User:Daniel Kinzler (WMDE)/DependencyEngine

Update pending

MediaWiki tracks dependencies between page content and rendered HTML (ParserOutput) in "links tables", like pagelinks or templateslinks or imagelinks. It tracks dependencies between parser output and fully rendered HTML pages with all the chrome implicitly, via mappings of Titles to sets of URLs. It implements purging and re-rendering with various jobs, like RefreshLinksJob and HTMLCacheUpdateJob, which carry with them lists of page IDs to process. When we throw parsoid output, wikidata usage, centralized Lua modules and per-user-language rendering into the mix, things get rather complicated. And don't scale well, as the recent problems with JobQueue explosions show.
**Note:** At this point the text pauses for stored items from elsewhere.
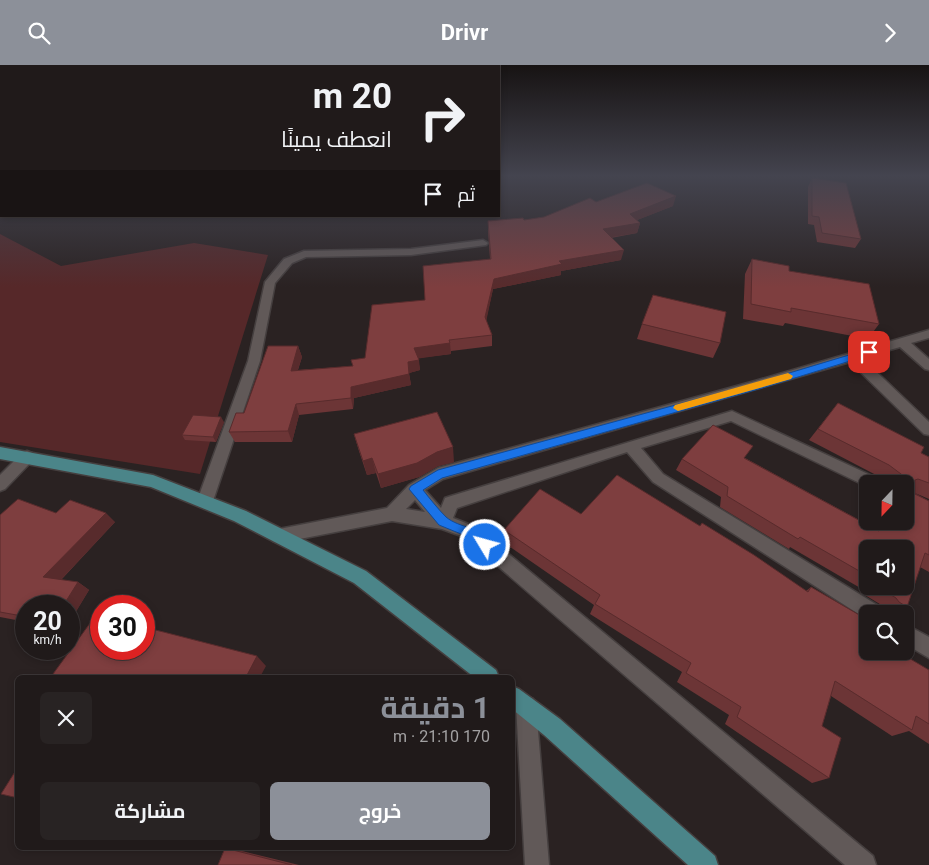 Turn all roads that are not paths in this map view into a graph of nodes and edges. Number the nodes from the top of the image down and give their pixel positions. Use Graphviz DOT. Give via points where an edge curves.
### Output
graph roads {
  1 [pos="484,243"];
  2 [pos="929,334"];
  3 [pos="902,342"];
  4 [pos="853,357"];
  5 [pos="929,366"];
  6 [pos="929,430"];
  7 [pos="630,446"];
  8 [pos="0,453"];
  9 [pos="27,457"];
  10 [pos="859,476"];
  11 [pos="0,485"];
  12 [pos="415,489"];
  13 [pos="205,501"];
  14 [pos="392,514"];
  15 [pos="443,522"];
  16 [pos="279,536"];
  17 [pos="861,605"];
  18 [pos="914,639"];
  19 [pos="929,648"];
  20 [pos="486,675"];
  21 [pos="519,701"];
  22 [pos="537,865"];
  23 [pos="706,865"];
  24 [pos="864,865"];
  1 -- 13 [label="street" via="411,252 304,254 288,261 270,282 254,361"];
  2 -- 3 [label="street"];
  3 -- 4 [label="street"];
  3 -- 5 [label="street"];
  4 -- 6 [label="street"];
  4 -- 12 [label="street" via="438,474"];
  7 -- 10 [label="street" via="732,416"];
  7 -- 15 [label="street" via="451,503"];
  7 -- 17 [label="street" via="658,478"];
  8 -- 9 [label="main road"];
  9 -- 11 [label="street"];
  9 -- 13 [label="main road" via="153,481"];
  12 -- 14 [label="street"];
  12 -- 15 [label="street"];
  13 -- 16 [label="main road"];
  14 -- 15 [label="street"];
  14 -- 16 [label="street"];
  15 -- 24 [label="street" via="470,532"];
  16 -- 20 [label="main road" via="360,577"];
  18 -- 19 [label="street"];
  21 -- 22 [label="street"];
  21 -- 23 [label="main road"];
} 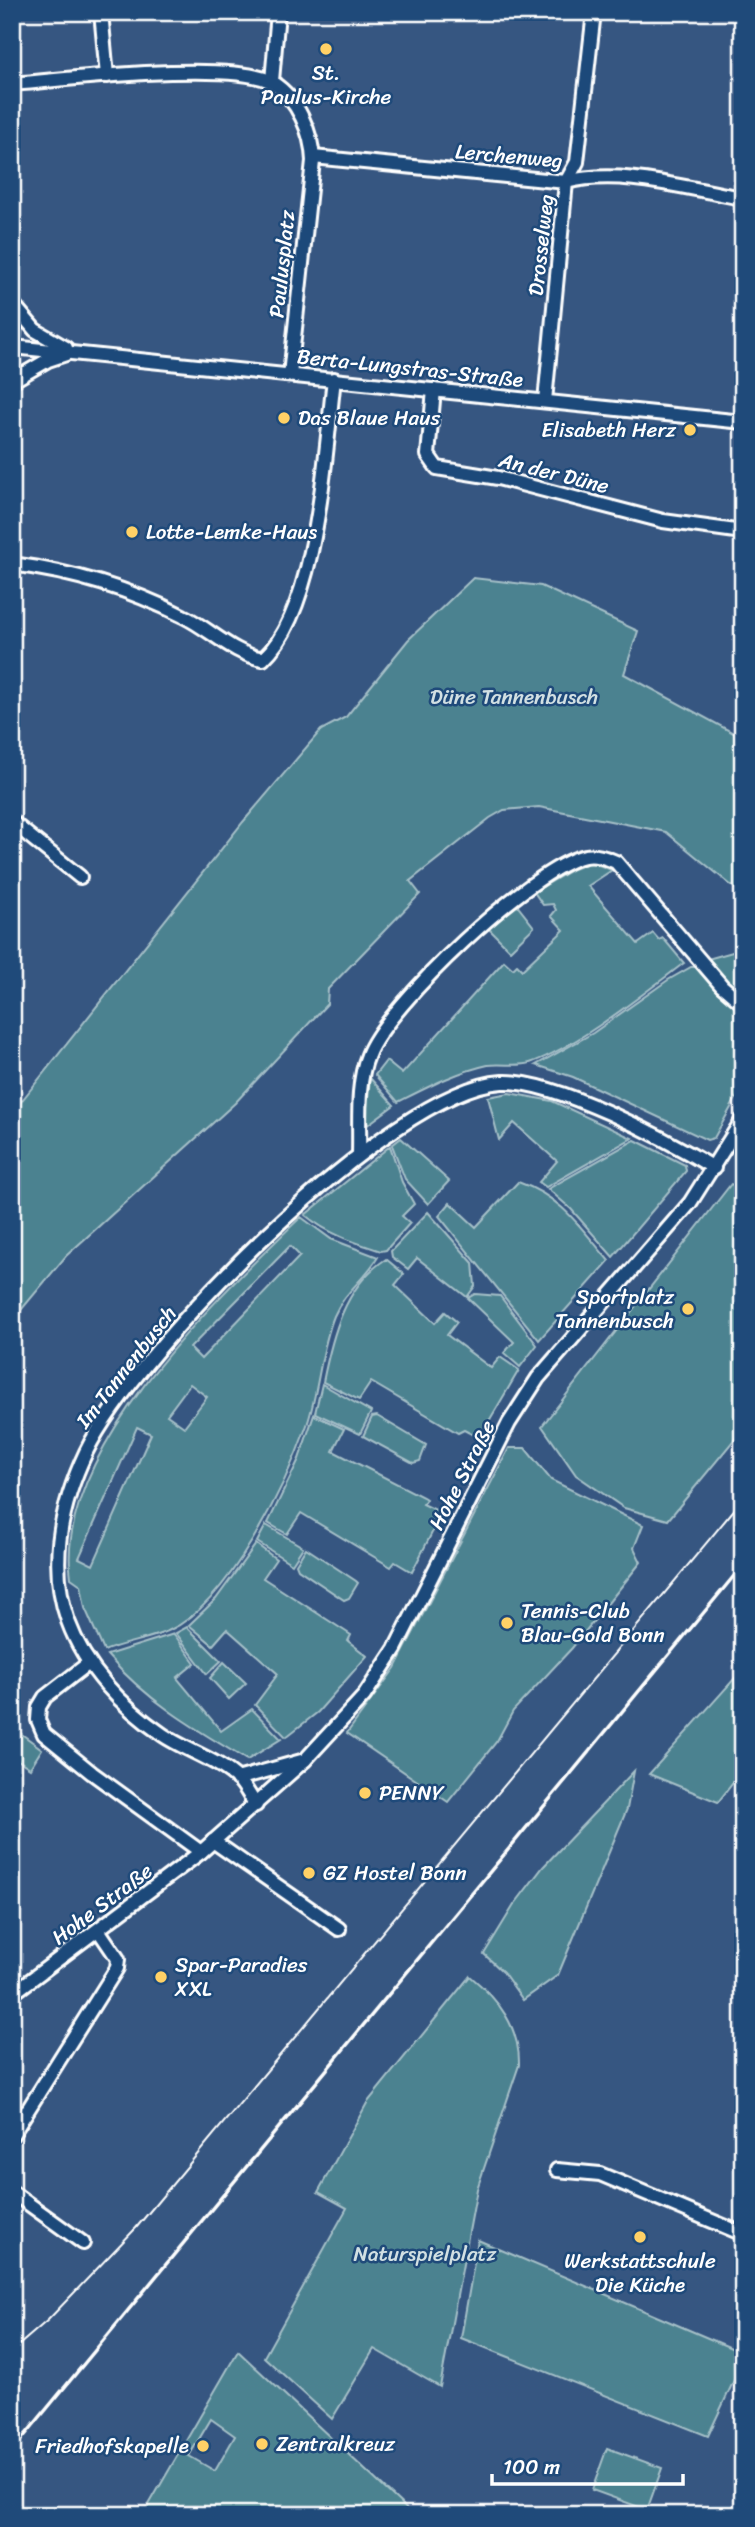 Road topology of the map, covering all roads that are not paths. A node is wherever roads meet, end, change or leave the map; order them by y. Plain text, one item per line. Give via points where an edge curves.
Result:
1 (101, 12) edge
2 (278, 12) edge
3 (594, 12) edge
4 (107, 76) junction
5 (272, 81) junction
6 (12, 84) edge
7 (313, 157) junction
8 (566, 182) junction
9 (743, 198) edge
10 (12, 289) edge
11 (14, 305) junction
12 (13, 348) edge
13 (73, 352) junction
14 (290, 375) junction
15 (334, 379) junction
16 (12, 380) edge
17 (434, 390) junction
18 (545, 401) junction
19 (743, 422) edge
20 (743, 532) edge
21 (12, 564) edge
22 (12, 822) edge
23 (80, 877) dead end
24 (743, 1004) edge
25 (743, 1119) edge
26 (359, 1155) junction
27 (714, 1168) junction
28 (89, 1662) junction
29 (305, 1760) junction
30 (237, 1779) junction
31 (256, 1805) junction
32 (213, 1841) junction
33 (201, 1852) junction
34 (340, 1929) dead end
35 (99, 1931) junction
36 (12, 1994) edge
37 (12, 2135) edge
38 (557, 2170) dead end
39 (12, 2192) edge
40 (743, 2234) edge
41 (83, 2244) dead end

1 - 4 street
2 - 5 street
3 - 8 street, Drosselweg via 577,162
4 - 5 street via 193,72
4 - 6 street
5 - 7 street via 299,111
7 - 8 street, Lerchenweg
7 - 14 street, Paulusplatz
8 - 9 street, Lerchenweg via 590,176 615,177
8 - 18 street, Drosselweg
10 - 11 street
11 - 12 street
11 - 13 street, Berta-Lungstras-Straße via 35,330
12 - 13 street, Berta-Lungstras-Straße
13 - 14 street, Berta-Lungstras-Straße
13 - 16 street, Berta-Lungstras-Straße via 48,359
14 - 15 street, Berta-Lungstras-Straße
15 - 17 street, Berta-Lungstras-Straße
15 - 21 street via 307,569 281,634 263,659 239,651 198,623 127,591 59,570
17 - 18 street, Berta-Lungstras-Straße
17 - 20 street, An der Düne via 428,454 437,468 507,480 663,520
18 - 19 street, Berta-Lungstras-Straße
22 - 23 street
24 - 26 street via 722,986 616,862 603,856 579,858 512,899 473,931 391,1021 369,1053 365,1068
25 - 27 street, Hohe Straße
26 - 27 street, Im Tannenbusch via 438,1101 503,1082 541,1085 559,1092
26 - 28 street, Im Tannenbusch via 232,1269 142,1372 87,1450 63,1516 57,1561 68,1621
27 - 29 street, Hohe Straße via 690,1203 538,1378 509,1423 380,1674
28 - 30 street, Im Tannenbusch via 143,1720
28 - 33 street via 45,1697 38,1720 44,1734
29 - 30 street
29 - 31 street, Hohe Straße
30 - 31 street, Im Tannenbusch
31 - 32 street, Hohe Straße
32 - 33 street, Hohe Straße
32 - 34 street
33 - 35 street, Hohe Straße
35 - 36 street, Hohe Straße
35 - 37 street via 118,1959 117,1968
38 - 40 street via 600,2174
39 - 41 street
I propose to build a service that does just one thing: track dependencies between resources, and make sure resources get updated when needed. This page will only outline the interface and behavior, the underlying technology is to be decided. A baseline implementation could easily be based on SQL, but that would probably not scale to the needs or the Wikimedia cluster.

Service methods:

  • update( $resourceURL, $artifactHash, $timestamp, $dependencies[] ): this is called when $resourceURL is updated. The resource URL and its dependencies are recorded, along with the timestamp and the hash (the hash is here just for good measure), replacing any older information about the $resourceURL. This builds a directed dependency graph, with URL, timestamp and hash on each node. The graph can have several billion nodes, but the median path length would be low, probably lower than 10. Median in- and out-degree of each node would be similarly low, though there would be outliers with a degree of several million.
  • popDirty( $n ): returns up to n URLs of resources that are currently dirty. The receiver is then responsible for updating these resources. Some transaction logic will be needed to make sure no updates are lost. A resource is dirty when it is older than its parents. It should be safe for several processes to call popDirty in parallel. popDirty() should return direct URLs with a lower timestamp before those with a newer timestamp.

One problem with this design is that it is prone to cycles, which would lead to indefinite churn. Cycles could be periodically detected and broken (perhaps using a map/reduce approach) or they could be detected in insert (should be ok due to small path length).

The entire system doesn't need full ACID guarantees, just eventual consistency. Losing information for a few nodes would not be too bad, they can easily be re-generated. Losing the entire graph would however be problematic, since all content would need to be re-parsed to rebuild it.

Note that the system is built around resource URLs (resp. URIs). Such URLs should be assigned not only to any editable (primary) resource, but also to any artifact that can be re-generated automatically. E.g. there would be a URL for a pages Wikitext, and another URLs for the page's rendered HTML, and another URL for the page's representation in the cirrus index, and URLs for the page's representations in the CDN (cached with all the chrome), etc.

Scale:

  • The system should be built to handle dependencies ten billion resources.
  • Resources would typically have around ten dependencies, but some may have thousands.
  • Most resources are leaves, but some are used by millions of other resources.
  • Average path length in the (directed, acyclic, disconnected) graph is probably around ten.
  • The graph needs to be able to handle thousands (maybe tens of thousands) of updates per second.

We will probably want two implementations of this: one based directly on SQL, which should be OK to scale up to a few million resources. And another implementation suitable for large wiki clusters like the one run by Wikimedia. If we had this kind of service, and we would be able to easily scale it horizontally, this would give us the freedom to re-use resources freely, without the need to worry about tracking and purging. It would Just Work™.